**Assignment**: Please return every record exactly as written, leaving out the pictures.

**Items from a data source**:
▶

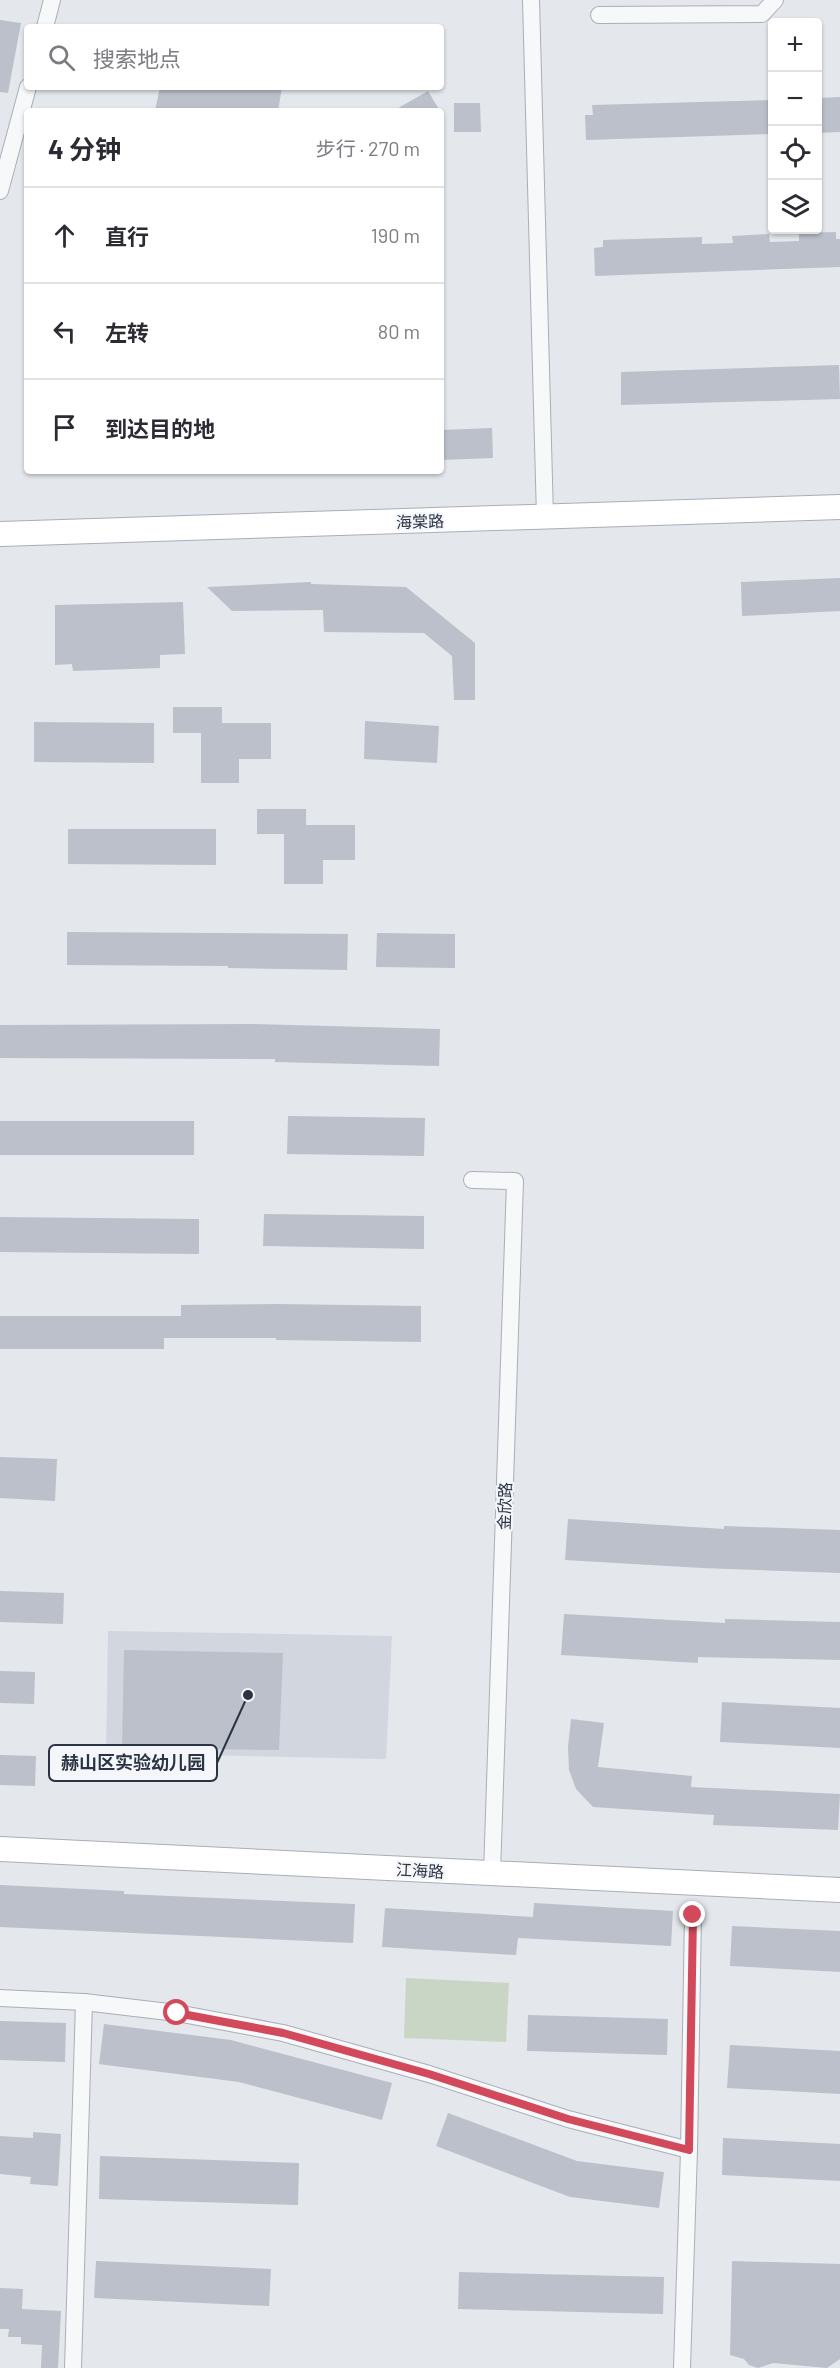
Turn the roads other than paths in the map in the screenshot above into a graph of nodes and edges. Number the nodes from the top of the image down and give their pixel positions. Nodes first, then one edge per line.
1 (52, 0) edge
2 (531, 0) edge
3 (775, 0) edge
4 (599, 15) dead end
5 (46, 24) edge
6 (27, 90) edge
7 (0, 191) edge
8 (840, 507) edge
9 (545, 517) junction
10 (0, 534) edge
11 (472, 1180) dead end
12 (0, 1849) edge
13 (492, 1874) junction
14 (840, 1890) edge
15 (693, 1915) dead end
16 (0, 1998) edge
17 (84, 2002) junction
18 (689, 2150) junction
19 (74, 2368) edge
20 (682, 2368) edge

1 - 5 street
2 - 9 street
3 - 4 street
6 - 7 street
8 - 9 street, 海棠路
9 - 10 street, 海棠路
11 - 13 street, 金欣路
12 - 13 street, 江海路
13 - 14 street, 江海路
15 - 18 street
16 - 17 street
17 - 18 street
17 - 19 street
18 - 20 street

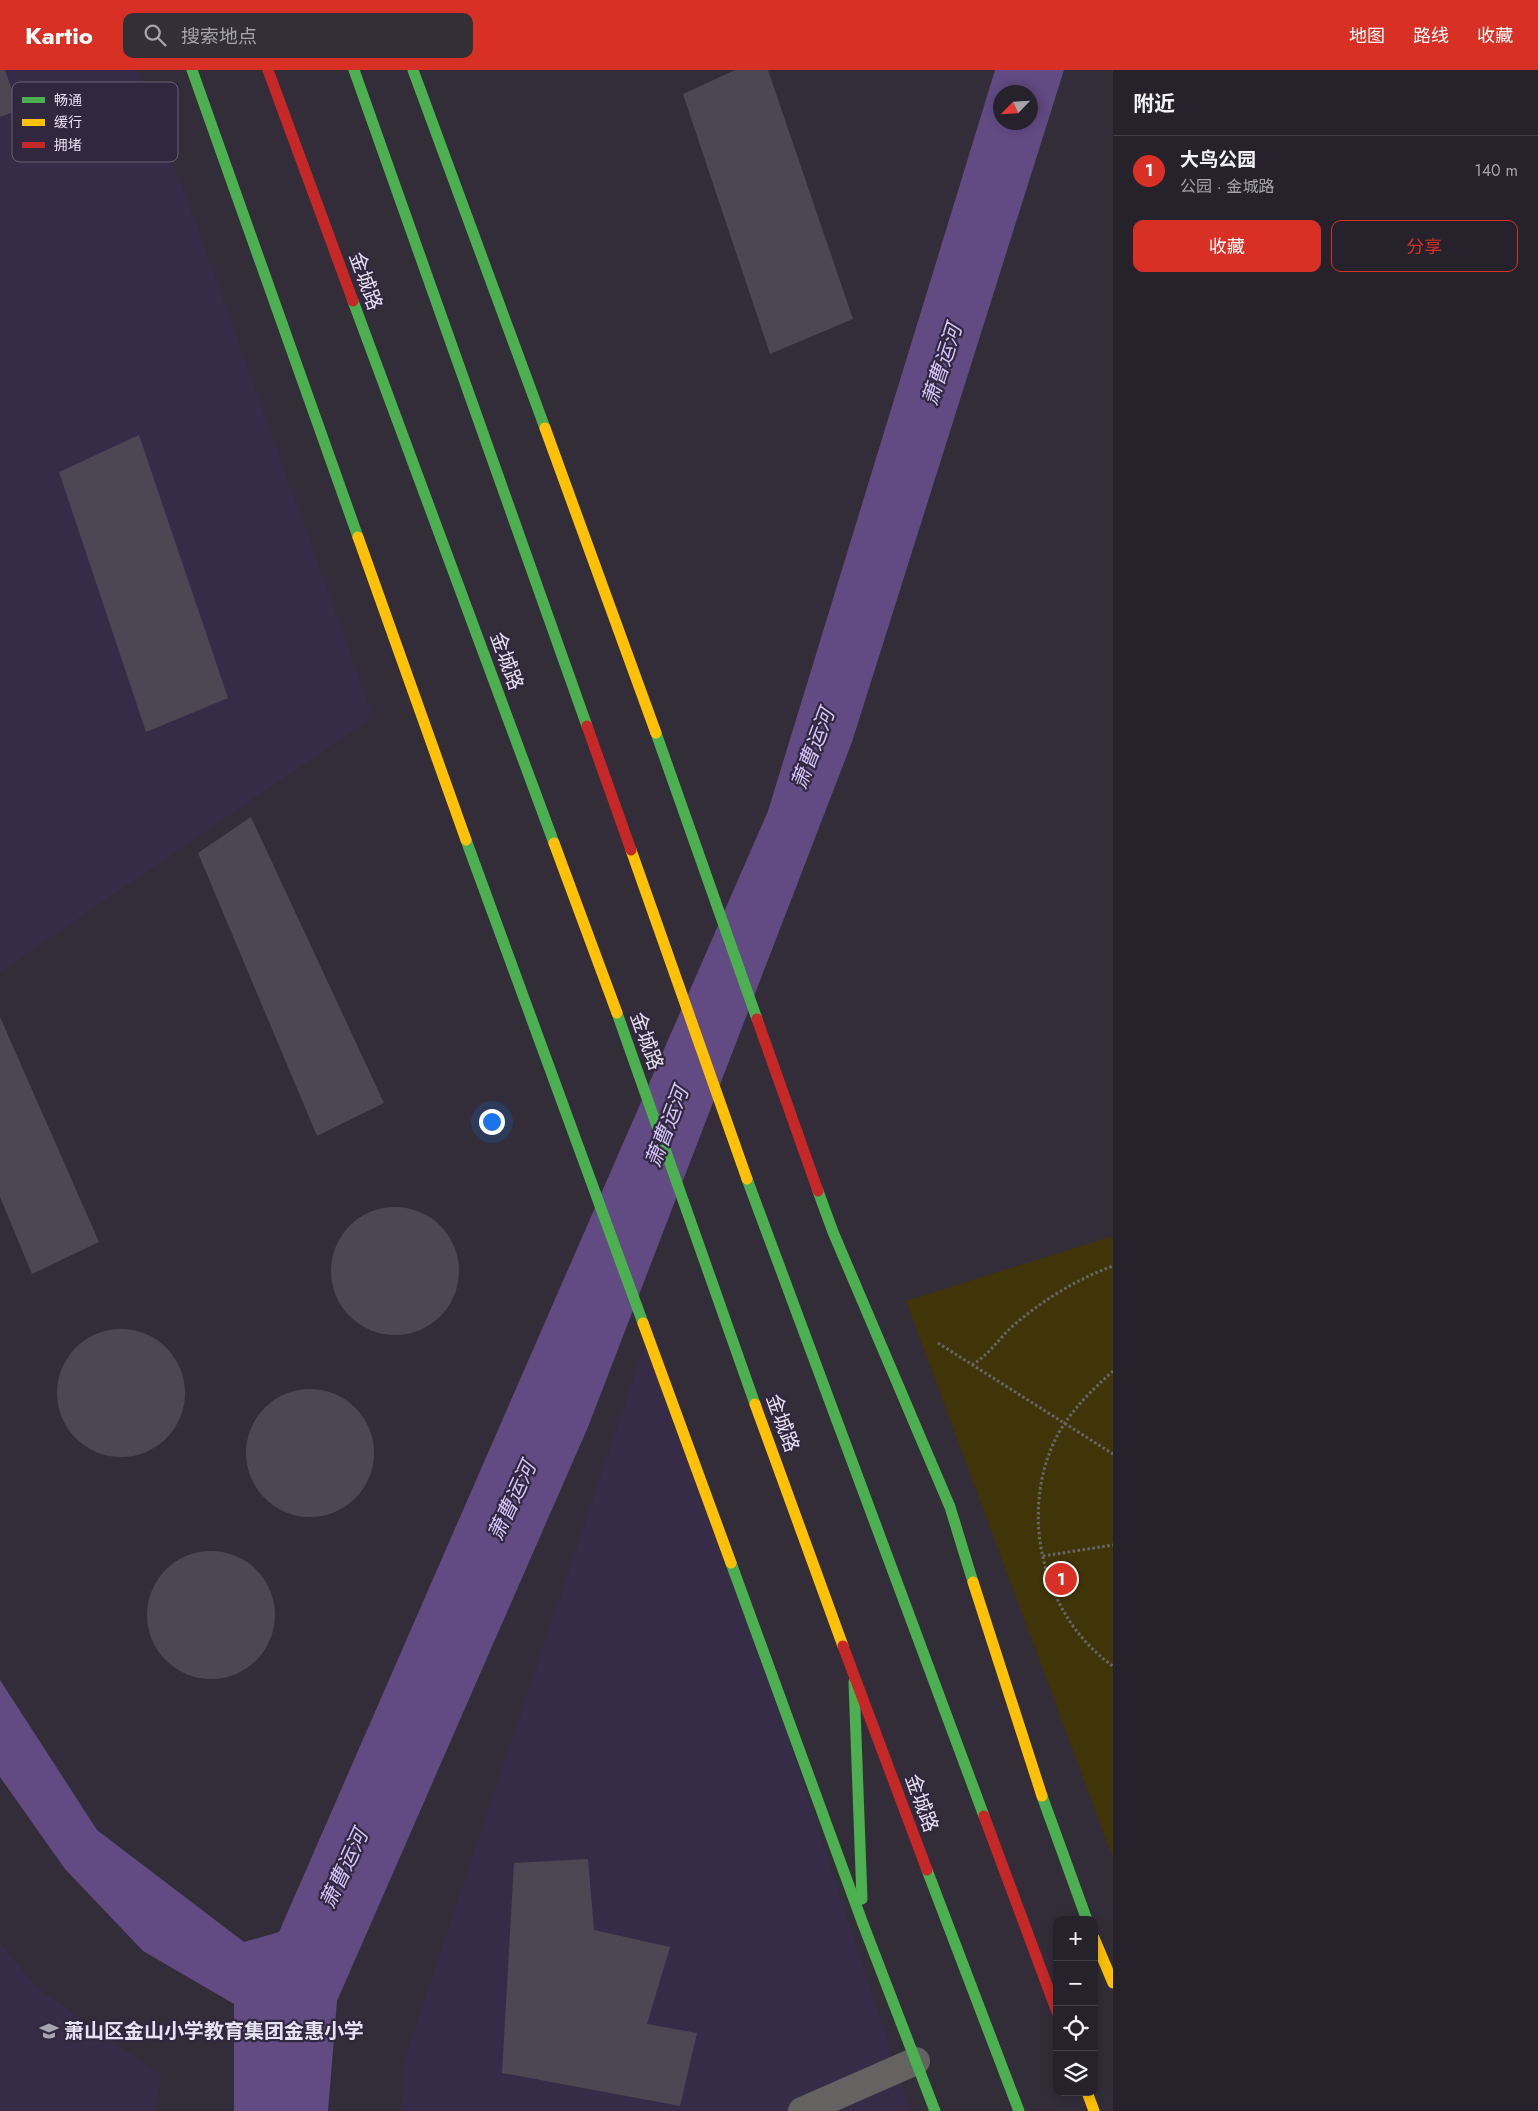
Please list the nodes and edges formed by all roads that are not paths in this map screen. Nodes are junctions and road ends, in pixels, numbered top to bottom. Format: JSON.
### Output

◀

**Answer to the problem**:
Turn the roads other than paths in the map in the screenshot above into a graph of nodes and edges. Number the nodes from the top of the image down and give their pixel positions. Nodes first, then one edge per line.
1 (52, 0) edge
2 (531, 0) edge
3 (775, 0) edge
4 (599, 15) dead end
5 (46, 24) edge
6 (27, 90) edge
7 (0, 191) edge
8 (840, 507) edge
9 (545, 517) junction
10 (0, 534) edge
11 (472, 1180) dead end
12 (0, 1849) edge
13 (492, 1874) junction
14 (840, 1890) edge
15 (693, 1915) dead end
16 (0, 1998) edge
17 (84, 2002) junction
18 (689, 2150) junction
19 (74, 2368) edge
20 (682, 2368) edge

1 - 5 street
2 - 9 street
3 - 4 street
6 - 7 street
8 - 9 street, 海棠路
9 - 10 street, 海棠路
11 - 13 street, 金欣路
12 - 13 street, 江海路
13 - 14 street, 江海路
15 - 18 street
16 - 17 street
17 - 18 street
17 - 19 street
18 - 20 street

Please list the nodes and edges formed by all roads that are not paths in this map screen. Nodes are junctions and road ends, in pixels, numbered top to bottom. Format: JSON.
### Output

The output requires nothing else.